Im Haushalt der Stadt klafft für 2024 eine Lücke von sieben Millionen Euro

Vehementer Widerspruch kam von den Grünen. Getreu dem Motto, dass man einer schlechten Sache kein gutes Geld hinterherwerfen sollte, plädierte insbesondere Ursula Lauer gegen weitere Untersuchungen zum Bau einer Umfahrung. "Wir würden wertvolle Biotope vernichten", sagte sie, überdies vereitle EU-Recht den Bau einer Straße in geschütztem Gebiet. Daher solle der Stadtrat nicht weitere Gelder bewilligen, "die wir für andere Dinge besser gebrauchen und umsetzen können". Zwar erkenne auch sie die Starnberger Verkehrsproblematik an, in diesem Zusammenhang solle man aber bessere Lösungen erwägen.

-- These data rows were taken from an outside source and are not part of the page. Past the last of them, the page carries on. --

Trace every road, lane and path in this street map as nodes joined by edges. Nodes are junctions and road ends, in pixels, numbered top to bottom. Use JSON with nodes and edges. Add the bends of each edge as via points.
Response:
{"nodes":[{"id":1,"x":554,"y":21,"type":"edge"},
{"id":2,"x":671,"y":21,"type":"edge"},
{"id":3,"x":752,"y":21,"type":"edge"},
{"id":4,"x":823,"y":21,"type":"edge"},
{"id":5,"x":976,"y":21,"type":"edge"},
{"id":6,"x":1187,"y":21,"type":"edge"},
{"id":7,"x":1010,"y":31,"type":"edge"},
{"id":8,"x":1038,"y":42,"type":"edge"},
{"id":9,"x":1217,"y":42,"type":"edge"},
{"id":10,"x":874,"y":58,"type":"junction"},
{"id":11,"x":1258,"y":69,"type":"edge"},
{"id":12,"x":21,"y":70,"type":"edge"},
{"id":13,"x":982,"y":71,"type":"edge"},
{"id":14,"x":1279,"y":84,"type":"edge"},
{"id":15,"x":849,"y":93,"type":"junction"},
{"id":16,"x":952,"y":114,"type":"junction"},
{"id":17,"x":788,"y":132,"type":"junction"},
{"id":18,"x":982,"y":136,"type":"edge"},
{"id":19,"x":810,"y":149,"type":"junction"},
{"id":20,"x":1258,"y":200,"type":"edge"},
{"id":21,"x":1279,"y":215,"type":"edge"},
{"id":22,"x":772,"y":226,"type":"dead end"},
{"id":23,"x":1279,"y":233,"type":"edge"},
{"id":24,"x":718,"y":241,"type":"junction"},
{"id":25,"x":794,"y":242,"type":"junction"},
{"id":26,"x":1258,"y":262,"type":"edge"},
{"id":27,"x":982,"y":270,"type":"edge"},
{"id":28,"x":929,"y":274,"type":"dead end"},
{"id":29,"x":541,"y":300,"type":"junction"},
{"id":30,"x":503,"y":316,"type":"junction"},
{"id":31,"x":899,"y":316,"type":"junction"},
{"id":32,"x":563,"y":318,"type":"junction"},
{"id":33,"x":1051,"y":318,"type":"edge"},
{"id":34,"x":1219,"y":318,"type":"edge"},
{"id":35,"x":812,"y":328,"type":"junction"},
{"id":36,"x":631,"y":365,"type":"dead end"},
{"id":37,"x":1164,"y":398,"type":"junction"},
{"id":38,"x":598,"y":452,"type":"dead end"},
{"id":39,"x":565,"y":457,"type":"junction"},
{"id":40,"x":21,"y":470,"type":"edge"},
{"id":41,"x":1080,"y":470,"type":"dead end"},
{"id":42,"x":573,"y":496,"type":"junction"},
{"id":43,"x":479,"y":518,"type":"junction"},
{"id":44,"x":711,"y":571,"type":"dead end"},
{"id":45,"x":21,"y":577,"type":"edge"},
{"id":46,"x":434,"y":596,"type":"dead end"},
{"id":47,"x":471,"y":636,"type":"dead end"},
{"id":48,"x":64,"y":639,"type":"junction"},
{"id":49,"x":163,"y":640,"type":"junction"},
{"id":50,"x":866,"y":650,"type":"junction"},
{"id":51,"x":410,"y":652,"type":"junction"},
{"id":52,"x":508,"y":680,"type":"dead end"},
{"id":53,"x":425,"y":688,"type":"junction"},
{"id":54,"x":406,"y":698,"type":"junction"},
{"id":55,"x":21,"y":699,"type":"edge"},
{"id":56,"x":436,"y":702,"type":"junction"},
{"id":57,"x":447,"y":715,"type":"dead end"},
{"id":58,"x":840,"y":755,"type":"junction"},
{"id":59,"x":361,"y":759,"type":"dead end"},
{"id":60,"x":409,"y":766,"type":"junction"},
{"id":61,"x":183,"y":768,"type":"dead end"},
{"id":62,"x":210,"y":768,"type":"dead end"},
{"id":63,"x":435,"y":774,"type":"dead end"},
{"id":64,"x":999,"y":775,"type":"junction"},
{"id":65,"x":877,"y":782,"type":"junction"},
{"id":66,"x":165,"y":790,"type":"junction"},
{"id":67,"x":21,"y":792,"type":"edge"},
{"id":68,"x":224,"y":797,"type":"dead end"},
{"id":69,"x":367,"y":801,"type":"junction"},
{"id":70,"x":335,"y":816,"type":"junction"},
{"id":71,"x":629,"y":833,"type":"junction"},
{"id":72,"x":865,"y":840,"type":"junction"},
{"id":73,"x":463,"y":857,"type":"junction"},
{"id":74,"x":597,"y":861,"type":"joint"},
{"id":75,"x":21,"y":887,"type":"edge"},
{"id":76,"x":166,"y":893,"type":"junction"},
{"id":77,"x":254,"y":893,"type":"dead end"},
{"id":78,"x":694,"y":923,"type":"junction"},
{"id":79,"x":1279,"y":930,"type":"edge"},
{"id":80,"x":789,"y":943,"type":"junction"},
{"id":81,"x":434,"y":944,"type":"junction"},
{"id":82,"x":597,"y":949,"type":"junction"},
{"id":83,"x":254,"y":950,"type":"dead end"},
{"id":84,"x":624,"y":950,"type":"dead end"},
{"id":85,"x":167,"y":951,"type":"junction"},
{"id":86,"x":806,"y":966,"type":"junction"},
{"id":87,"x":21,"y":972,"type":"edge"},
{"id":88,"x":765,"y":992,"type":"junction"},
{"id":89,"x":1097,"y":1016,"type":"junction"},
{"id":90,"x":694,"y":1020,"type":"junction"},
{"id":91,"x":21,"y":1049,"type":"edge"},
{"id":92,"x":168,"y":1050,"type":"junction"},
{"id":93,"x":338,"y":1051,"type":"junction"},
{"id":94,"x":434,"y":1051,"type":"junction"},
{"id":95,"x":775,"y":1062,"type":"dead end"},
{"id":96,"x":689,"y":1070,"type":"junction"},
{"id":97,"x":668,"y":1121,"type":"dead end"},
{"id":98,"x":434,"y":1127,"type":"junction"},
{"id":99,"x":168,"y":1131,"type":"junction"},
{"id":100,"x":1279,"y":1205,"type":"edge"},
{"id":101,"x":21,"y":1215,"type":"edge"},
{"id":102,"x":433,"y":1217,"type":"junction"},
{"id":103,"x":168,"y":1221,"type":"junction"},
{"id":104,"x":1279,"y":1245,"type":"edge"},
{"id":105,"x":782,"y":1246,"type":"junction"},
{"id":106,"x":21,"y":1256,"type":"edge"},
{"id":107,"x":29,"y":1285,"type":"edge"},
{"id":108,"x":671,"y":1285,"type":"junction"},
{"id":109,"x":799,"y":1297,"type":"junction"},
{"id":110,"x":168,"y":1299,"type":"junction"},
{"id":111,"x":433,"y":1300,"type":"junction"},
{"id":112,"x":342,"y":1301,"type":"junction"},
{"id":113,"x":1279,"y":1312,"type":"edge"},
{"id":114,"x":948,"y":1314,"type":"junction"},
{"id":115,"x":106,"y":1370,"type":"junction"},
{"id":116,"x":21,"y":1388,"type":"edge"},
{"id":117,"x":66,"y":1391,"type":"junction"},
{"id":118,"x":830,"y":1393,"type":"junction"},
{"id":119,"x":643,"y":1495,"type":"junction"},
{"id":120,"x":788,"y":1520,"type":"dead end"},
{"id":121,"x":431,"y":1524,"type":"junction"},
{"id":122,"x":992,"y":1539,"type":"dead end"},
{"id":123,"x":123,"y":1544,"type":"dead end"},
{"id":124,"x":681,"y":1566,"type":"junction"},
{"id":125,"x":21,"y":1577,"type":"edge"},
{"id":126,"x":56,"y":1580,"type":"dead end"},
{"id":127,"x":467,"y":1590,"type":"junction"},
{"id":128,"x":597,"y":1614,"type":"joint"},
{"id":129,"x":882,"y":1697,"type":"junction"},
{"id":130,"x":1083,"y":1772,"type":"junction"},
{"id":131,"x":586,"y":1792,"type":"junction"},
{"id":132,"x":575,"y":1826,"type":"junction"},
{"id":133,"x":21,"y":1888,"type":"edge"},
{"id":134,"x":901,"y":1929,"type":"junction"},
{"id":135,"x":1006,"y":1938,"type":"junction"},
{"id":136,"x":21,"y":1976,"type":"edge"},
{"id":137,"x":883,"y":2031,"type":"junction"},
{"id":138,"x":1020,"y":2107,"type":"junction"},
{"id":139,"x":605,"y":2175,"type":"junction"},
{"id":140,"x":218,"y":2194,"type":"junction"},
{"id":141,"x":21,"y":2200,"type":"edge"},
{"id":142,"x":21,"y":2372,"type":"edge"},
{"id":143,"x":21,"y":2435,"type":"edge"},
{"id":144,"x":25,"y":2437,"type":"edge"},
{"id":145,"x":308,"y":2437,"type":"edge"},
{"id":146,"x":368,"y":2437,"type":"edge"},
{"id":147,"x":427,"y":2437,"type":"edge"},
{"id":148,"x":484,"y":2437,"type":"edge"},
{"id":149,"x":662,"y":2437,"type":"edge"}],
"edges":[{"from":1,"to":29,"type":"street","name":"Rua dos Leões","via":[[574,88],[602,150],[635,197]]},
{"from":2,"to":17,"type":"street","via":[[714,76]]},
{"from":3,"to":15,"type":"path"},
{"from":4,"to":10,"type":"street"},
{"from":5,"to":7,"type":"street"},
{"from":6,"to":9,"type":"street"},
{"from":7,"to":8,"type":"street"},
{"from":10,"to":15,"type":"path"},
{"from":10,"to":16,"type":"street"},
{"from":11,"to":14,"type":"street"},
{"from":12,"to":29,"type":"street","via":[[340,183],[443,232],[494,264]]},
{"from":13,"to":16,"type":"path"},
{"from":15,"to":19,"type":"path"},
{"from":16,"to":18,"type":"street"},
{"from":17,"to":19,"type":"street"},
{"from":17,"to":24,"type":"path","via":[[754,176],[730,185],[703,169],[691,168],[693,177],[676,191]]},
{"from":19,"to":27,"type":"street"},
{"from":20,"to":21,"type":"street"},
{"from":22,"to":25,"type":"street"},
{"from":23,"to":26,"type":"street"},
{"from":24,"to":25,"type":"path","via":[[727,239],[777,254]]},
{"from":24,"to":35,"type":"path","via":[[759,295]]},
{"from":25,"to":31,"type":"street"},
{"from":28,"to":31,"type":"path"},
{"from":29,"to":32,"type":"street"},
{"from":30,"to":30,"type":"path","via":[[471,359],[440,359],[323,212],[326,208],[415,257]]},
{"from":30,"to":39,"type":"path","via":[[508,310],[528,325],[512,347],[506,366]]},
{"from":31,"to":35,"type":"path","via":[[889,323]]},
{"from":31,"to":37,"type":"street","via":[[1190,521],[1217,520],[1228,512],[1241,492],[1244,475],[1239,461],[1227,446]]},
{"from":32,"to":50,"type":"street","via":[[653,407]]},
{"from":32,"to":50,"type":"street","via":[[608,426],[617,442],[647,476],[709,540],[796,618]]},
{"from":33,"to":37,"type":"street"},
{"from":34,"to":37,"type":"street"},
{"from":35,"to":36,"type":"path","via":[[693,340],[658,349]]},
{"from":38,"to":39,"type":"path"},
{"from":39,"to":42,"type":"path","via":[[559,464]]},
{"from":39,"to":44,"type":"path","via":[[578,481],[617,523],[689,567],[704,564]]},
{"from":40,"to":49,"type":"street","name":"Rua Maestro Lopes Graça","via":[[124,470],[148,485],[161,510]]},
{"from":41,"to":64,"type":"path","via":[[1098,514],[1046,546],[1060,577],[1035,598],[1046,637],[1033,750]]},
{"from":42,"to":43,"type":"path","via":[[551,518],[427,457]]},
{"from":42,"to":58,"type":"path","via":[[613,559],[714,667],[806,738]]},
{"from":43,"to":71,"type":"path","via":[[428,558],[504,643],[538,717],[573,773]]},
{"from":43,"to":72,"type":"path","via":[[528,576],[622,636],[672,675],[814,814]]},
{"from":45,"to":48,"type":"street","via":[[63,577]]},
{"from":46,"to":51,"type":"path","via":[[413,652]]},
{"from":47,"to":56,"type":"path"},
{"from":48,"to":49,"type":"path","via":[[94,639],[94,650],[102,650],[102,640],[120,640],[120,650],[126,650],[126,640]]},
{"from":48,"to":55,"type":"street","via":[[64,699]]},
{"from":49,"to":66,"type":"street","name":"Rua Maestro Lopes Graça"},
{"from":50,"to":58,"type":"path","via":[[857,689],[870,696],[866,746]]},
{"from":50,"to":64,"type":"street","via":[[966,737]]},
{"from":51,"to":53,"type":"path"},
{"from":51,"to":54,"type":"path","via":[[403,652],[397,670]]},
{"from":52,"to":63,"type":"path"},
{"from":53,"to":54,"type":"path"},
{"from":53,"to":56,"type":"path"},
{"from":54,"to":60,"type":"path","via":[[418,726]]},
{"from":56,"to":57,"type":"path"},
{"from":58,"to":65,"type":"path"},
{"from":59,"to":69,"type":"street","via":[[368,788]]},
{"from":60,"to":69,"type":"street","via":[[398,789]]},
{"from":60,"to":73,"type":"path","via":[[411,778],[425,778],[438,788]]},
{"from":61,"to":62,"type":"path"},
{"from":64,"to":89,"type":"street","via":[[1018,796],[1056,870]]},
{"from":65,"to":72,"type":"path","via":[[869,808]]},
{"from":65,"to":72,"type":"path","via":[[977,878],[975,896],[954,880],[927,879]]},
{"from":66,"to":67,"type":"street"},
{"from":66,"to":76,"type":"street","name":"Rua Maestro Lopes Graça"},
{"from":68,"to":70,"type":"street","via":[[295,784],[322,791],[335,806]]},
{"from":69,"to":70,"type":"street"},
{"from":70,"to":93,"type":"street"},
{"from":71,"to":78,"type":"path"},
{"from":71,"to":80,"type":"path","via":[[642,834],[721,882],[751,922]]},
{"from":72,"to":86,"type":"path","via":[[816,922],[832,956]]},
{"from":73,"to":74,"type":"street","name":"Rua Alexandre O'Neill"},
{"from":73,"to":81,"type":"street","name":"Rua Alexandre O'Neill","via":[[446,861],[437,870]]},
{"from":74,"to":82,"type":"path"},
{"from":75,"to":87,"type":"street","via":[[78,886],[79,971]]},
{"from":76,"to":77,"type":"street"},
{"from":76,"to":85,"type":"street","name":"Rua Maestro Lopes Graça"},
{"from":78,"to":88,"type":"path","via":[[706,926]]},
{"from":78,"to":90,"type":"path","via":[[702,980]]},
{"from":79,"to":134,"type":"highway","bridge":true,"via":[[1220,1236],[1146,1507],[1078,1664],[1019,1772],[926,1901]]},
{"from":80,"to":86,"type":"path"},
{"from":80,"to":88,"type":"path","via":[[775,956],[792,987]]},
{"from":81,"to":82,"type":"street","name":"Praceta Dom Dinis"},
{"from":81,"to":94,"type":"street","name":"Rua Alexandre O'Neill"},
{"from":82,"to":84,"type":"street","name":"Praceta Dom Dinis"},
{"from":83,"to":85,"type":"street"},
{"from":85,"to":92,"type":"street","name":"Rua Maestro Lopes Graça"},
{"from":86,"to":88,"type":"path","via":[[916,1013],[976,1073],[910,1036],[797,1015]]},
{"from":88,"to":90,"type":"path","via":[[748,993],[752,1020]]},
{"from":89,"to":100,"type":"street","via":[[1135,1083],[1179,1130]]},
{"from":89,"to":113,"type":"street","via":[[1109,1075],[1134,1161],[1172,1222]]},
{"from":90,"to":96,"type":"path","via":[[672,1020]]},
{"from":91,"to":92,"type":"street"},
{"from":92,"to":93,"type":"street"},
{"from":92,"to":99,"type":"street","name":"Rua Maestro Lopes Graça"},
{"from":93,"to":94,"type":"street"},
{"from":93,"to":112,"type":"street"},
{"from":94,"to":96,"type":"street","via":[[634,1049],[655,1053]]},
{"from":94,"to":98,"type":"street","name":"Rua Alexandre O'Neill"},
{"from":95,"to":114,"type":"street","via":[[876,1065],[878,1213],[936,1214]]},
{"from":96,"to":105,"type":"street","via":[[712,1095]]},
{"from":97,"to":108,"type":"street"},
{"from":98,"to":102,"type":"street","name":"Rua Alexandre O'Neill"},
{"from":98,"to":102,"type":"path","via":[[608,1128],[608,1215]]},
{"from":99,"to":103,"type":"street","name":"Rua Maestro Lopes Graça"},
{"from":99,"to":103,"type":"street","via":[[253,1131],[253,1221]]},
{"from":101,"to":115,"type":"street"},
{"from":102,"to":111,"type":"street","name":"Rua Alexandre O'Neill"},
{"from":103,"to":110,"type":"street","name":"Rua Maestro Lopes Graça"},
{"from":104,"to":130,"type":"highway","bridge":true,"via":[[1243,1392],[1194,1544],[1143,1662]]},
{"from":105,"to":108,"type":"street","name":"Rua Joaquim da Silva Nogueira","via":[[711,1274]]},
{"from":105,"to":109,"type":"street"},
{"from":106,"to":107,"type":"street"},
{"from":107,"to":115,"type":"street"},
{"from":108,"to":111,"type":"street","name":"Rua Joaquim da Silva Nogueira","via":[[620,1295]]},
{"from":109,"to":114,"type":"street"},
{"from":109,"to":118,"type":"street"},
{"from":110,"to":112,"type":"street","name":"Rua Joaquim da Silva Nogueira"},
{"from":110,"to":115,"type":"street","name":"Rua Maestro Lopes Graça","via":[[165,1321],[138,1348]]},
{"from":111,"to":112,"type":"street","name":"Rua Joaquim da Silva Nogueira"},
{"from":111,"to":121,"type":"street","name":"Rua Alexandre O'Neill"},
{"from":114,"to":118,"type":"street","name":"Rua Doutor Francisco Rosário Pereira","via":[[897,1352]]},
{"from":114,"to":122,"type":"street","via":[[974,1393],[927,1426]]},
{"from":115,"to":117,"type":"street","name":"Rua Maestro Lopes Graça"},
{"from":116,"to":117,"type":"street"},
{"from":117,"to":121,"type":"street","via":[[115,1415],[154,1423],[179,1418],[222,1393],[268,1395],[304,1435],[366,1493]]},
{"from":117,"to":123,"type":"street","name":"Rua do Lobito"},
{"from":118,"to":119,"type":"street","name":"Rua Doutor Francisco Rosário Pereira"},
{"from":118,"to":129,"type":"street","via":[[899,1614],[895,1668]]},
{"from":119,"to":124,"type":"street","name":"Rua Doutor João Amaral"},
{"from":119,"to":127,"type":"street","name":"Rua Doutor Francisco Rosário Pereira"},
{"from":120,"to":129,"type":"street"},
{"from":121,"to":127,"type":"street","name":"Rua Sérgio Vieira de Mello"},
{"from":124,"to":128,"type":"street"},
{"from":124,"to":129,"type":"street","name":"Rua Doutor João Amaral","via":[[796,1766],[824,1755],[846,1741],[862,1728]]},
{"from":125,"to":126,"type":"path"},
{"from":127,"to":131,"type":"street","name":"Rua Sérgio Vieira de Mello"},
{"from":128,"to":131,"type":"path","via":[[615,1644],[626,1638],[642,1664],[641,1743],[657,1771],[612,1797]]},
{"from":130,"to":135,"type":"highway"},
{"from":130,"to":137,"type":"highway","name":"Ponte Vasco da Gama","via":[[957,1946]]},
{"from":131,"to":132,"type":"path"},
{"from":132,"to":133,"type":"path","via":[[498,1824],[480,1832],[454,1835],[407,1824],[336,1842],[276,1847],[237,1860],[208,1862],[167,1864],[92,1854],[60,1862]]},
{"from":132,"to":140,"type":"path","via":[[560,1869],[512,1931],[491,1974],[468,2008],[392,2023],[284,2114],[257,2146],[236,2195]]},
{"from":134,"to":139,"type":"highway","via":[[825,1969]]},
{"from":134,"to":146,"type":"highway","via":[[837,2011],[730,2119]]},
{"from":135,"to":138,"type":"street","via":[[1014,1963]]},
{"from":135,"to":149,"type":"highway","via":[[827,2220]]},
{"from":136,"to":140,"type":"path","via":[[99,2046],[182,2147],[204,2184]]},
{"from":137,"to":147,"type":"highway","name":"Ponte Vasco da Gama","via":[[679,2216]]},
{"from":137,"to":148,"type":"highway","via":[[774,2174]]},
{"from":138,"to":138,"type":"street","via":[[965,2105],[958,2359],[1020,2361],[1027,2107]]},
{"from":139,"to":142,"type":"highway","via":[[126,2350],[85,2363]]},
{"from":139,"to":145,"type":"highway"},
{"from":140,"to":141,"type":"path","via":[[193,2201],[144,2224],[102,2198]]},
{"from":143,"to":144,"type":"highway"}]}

Ob in den anstehenden Haushaltsberatungen für 2024 tatsächlich Geld zur Planung einer Umfahrung in den Etat eingestellt wird, bleibt abzuwarten. Dem Vernehmen nach klafft aktuell allein im Vermögensetat der Stadt fürs nächste Jahr eine gewaltige Lücke in Höhe von sieben Millionen Euro, die nur schwerlich zu schließen sein wird. Der jüngste Beschluss des Stadtrats dürfte somit weiterhin bestenfalls symbolischen Charakter haben.